Your favorite Austen character?

Henry Tilney, the hero of Northanger Abbey. You might have figured that out already.
Favorite  "villain"?  

His brother, Frederick (nicknamed Tibby) because he is kind of hot and definitely redeemable. I have to write that fan fiction someday.

Character you most want to shake?

Captain Wentworth at the beginning of Persuasion when he is mean to Anne Elliot.

Character you'd least like to be related to?

John Thorpe from Northanger Abbey, because he is really annoying and is more trouble than help for his sister.

Would you rather:
-- be stranded on an island with Lady Catherine or Mr Collins?

Mr. Collins, because I could get him to wait on me and do all the work.
-- attempt to "reform" bad boy Henry Crawford or bad boy George Wickham?

Henry Crawford. Bad and rich > bad and poor. Ooh, good call.
-- have Lady Catherine or Mrs Bennet as a mother-in-law?

I'll remain a spinster bluestocking, thanks.

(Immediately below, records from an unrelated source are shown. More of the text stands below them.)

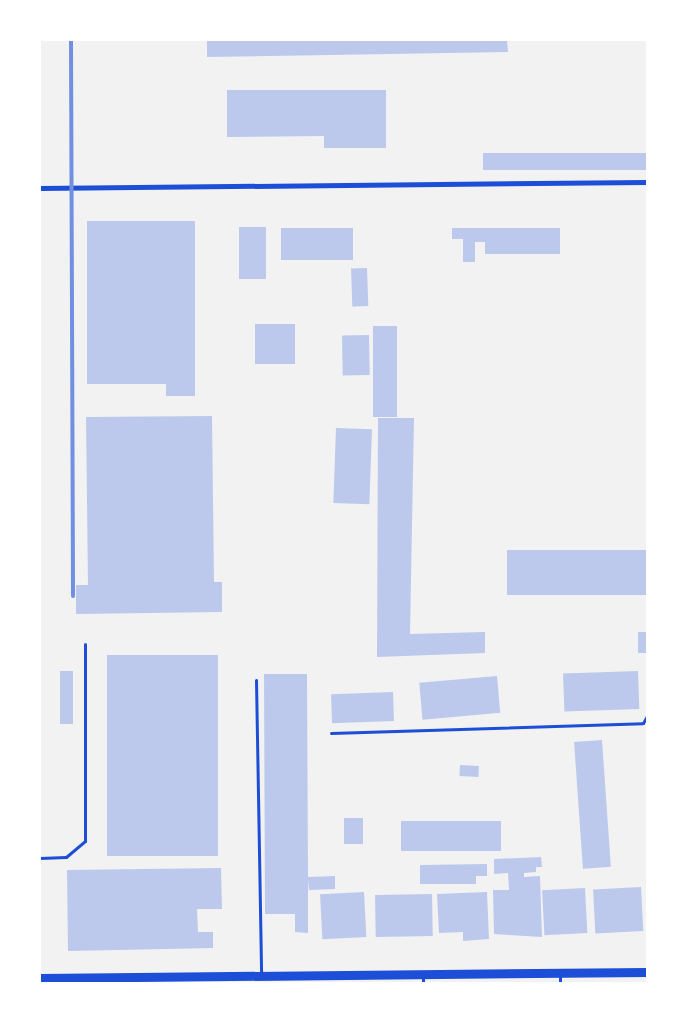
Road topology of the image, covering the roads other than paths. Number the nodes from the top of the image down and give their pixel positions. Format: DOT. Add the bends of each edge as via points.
graph roads {
  1 [pos="647,182"];
  2 [pos="40,188"];
  3 [pos="85,644"];
  4 [pos="256,680"];
  5 [pos="647,716"];
  6 [pos="331,733"];
  7 [pos="40,858"];
  8 [pos="647,972"];
  9 [pos="560,973"];
  10 [pos="261,976"];
  11 [pos="40,978"];
  12 [pos="423,979"];
  13 [pos="560,983"];
  1 -- 2 [label="street"];
  3 -- 7 [label="lane" via="85,841 66,857"];
  4 -- 10 [label="lane"];
  5 -- 6 [label="lane" via="643,723"];
  8 -- 9 [label="street"];
  9 -- 12 [label="street"];
  9 -- 13 [label="lane"];
  10 -- 11 [label="street"];
  10 -- 12 [label="street"];
}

Thanks, Margaret! And fab answers, btw!
The Jane Austen HandbookAnd now, onto the goodies! One winner will receive a copy of The Jane Austen Handbook, courtesy of Quirk!
To enter:
Answer the following question, which I asked Margaret: If you could bring back any Regency rules, habits or ways of life, what would they be OR which are definitely best left in the past?
US only
Ends June 30th

Click to be taken to the Main Page & Schedule


  1. I loved this interview! Thanks for the heads-up about AustenBlog - I just checked it out and think it's great. Oh, and the letter scene in Persuasion...*swoon*! I never get sick of reading it. :) I'd tweet Jane and ask her for a Capt. Wentworth for myself!

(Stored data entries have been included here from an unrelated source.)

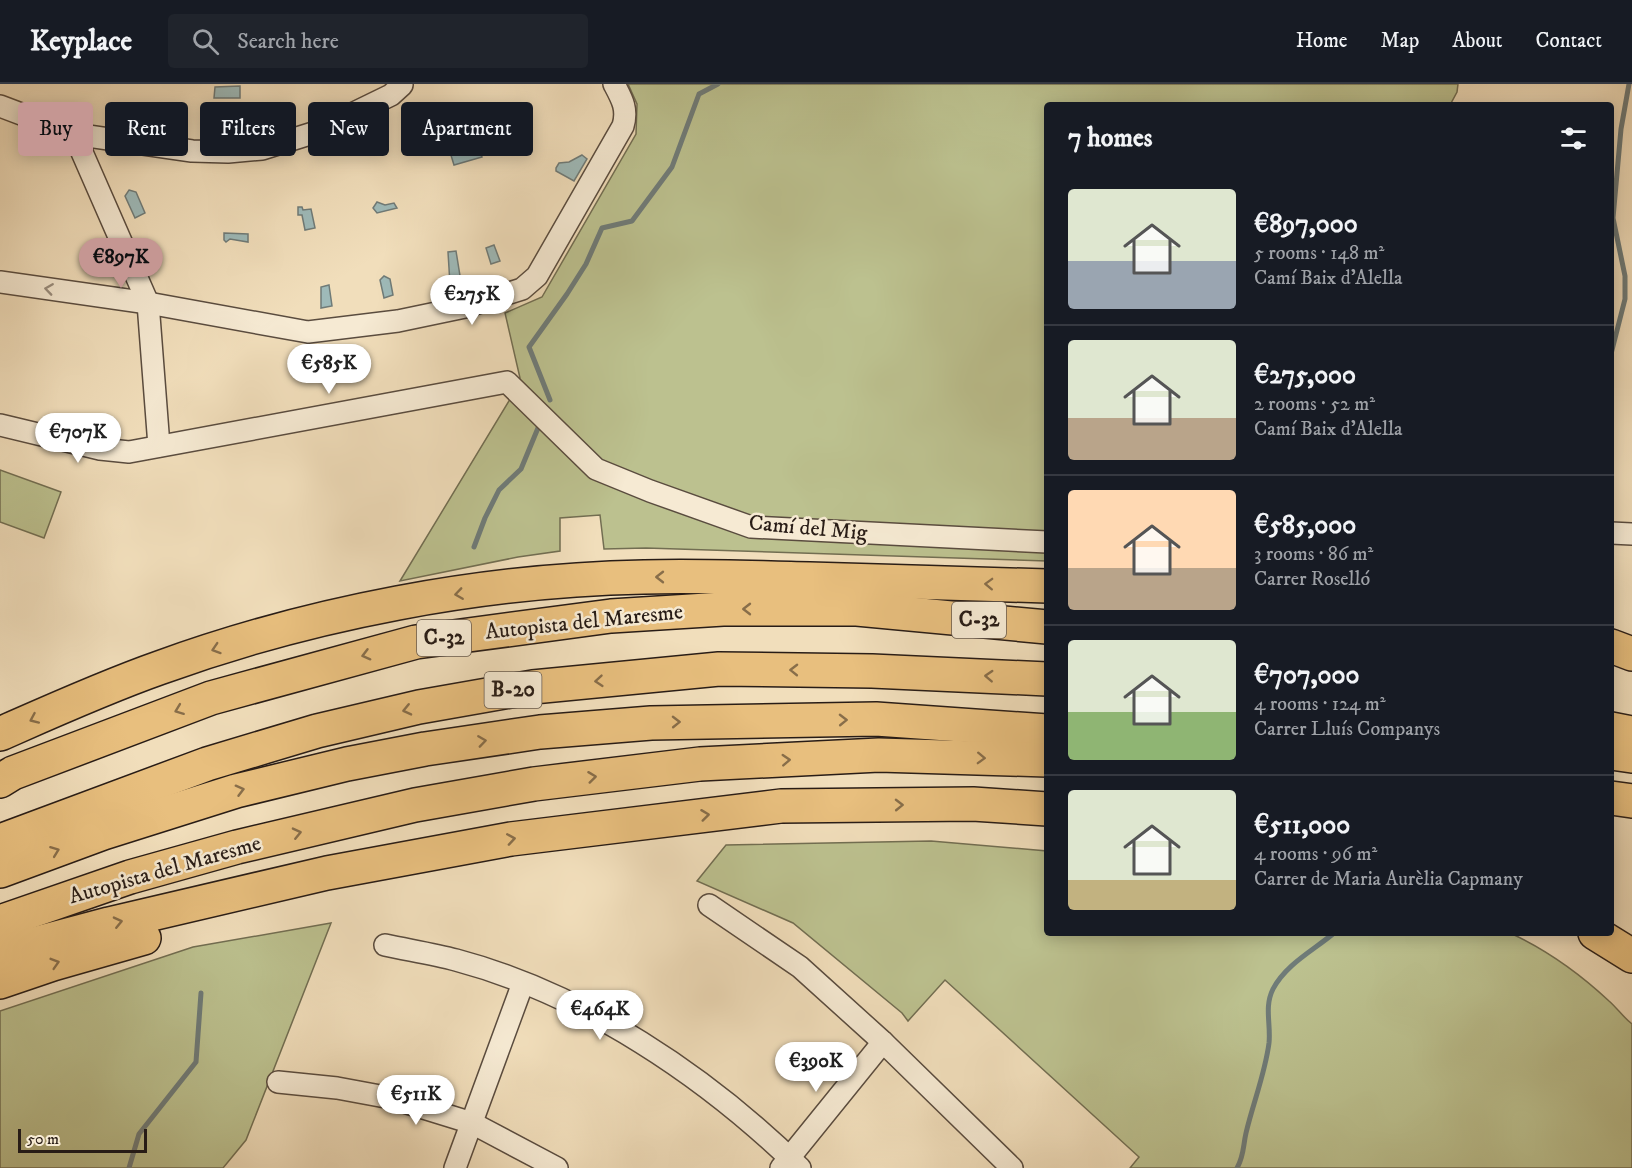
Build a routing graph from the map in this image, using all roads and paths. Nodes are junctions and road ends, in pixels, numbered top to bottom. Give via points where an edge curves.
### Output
1 (396, 84) edge
2 (614, 84) edge
3 (0, 106) edge
4 (18, 113) edge
5 (93, 137) edge
6 (84, 156) edge
7 (0, 282) edge
8 (148, 303) junction
9 (0, 425) edge
10 (159, 446) junction
11 (1614, 533) edge
12 (1632, 534) edge
13 (1044, 542) edge
14 (718, 577) junction
15 (1044, 586) edge
16 (910, 613) junction
17 (1044, 627) edge
18 (1614, 647) edge
19 (1632, 654) edge
20 (1044, 679) edge
21 (1614, 730) edge
22 (1044, 731) edge
23 (1632, 733) edge
24 (0, 734) edge
25 (1614, 753) edge
26 (1632, 756) edge
27 (1044, 760) edge
28 (0, 781) edge
29 (1614, 798) edge
30 (1632, 801) edge
31 (1044, 809) edge
32 (1614, 818) edge
33 (1632, 820) edge
34 (0, 841) edge
35 (454, 849) junction
36 (0, 871) edge
37 (709, 905) dead end
38 (0, 922) edge
39 (1601, 936) edge
40 (385, 945) dead end
41 (0, 953) edge
42 (1632, 956) edge
43 (0, 982) edge
44 (523, 983) junction
45 (883, 1042) junction
46 (278, 1082) dead end
47 (472, 1123) junction
48 (790, 1164) edge
49 (455, 1168) edge
50 (557, 1168) edge
51 (1012, 1168) edge

1 - 5 street via 391,95 313,133 262,149 192,152
2 - 8 street via 625,103 623,126 537,276 522,289 410,319 308,332
3 - 4 street
6 - 8 street
8 -> 7 street
8 - 10 street
9 - 10 street via 115,452
10 - 13 street, Camí del Mig via 507,382 596,469 751,527
11 - 12 street
15 -> 14 highway
14 - 16 highway
14 -> 24 highway via 643,577 517,586 426,598 312,622 158,668
16 - 17 highway, Autopista del Maresme / C-32
16 -> 28 highway, Autopista del Maresme / C-32 via 723,609 611,616 416,642 211,698
18 - 19 highway
20 -> 34 highway, B-20 via 718,669 533,687 317,731 207,764
21 - 23 highway
36 -> 22 highway, B-20 via 236,791 424,749 540,732 651,723 876,719
25 - 26 highway
38 -> 27 highway, Autopista del Maresme via 130,877 237,847 415,805 534,784 700,764 879,755
29 - 30 highway
35 -> 31 highway via 781,806 973,804
32 - 33 highway
41 -> 35 highway via 327,873
43 -> 35 highway
37 - 45 street via 800,967
39 - 42 highway
40 - 44 street via 456,960
44 - 47 street
44 - 48 street via 588,1011 655,1050 731,1108
45 - 48 street
45 - 51 street
46 - 47 street via 391,1098
47 - 49 street
47 - 50 street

  2. It seems in our current society we see so much rudeness, lack of common courtesy. Dress codes have slipped, even at funerals and weddings. I would love to see a return to decency and gentility.

  3. I would love to see just plain common courtesy come back. Everyone is so rude to one another these days and quick to pick a fight. Not that there were not rude people back then but now hardly anyone realizes how rude they can be it has become so common place.

  4. Loved this interview--looking forward to reading Cpt Wentworth as a 15 year old; like the Wm Price story premise too!

  5. This comment has been removed by the author.

  6. Great interview! I'd like to see a return of good manners, common courtesy and letter writing. Texting and emailing is fast and convenient but nothing beats a thoughtful handwritten card or a real love letter.


  7. I would like to see people doing more with family and friends, rather than just sitting infront of the TV. Playing games, cards, reading, simply talking or going for walks together. Something that can allow one to think for themself, use their imagination or hold their attention.

  8. I would love to dress for dinner. This also would force people to eat together more instead of in front of the tv and bring about conversation.


  9. If you could bring back any Regency rules, habits or ways of life, what would they be OR which are definitely best left in the past? What i would love to see come back is common courtesy and good manners. What ever happened to being friendly and helping your neighbors? One thing that can stay in the past is where woman where owned/sold to men. I like having my rights!

  10. If I could bring back one thing from this time period, it would be MANNERS! Being a middle school teacher, I remind my students of this EVERY DAY!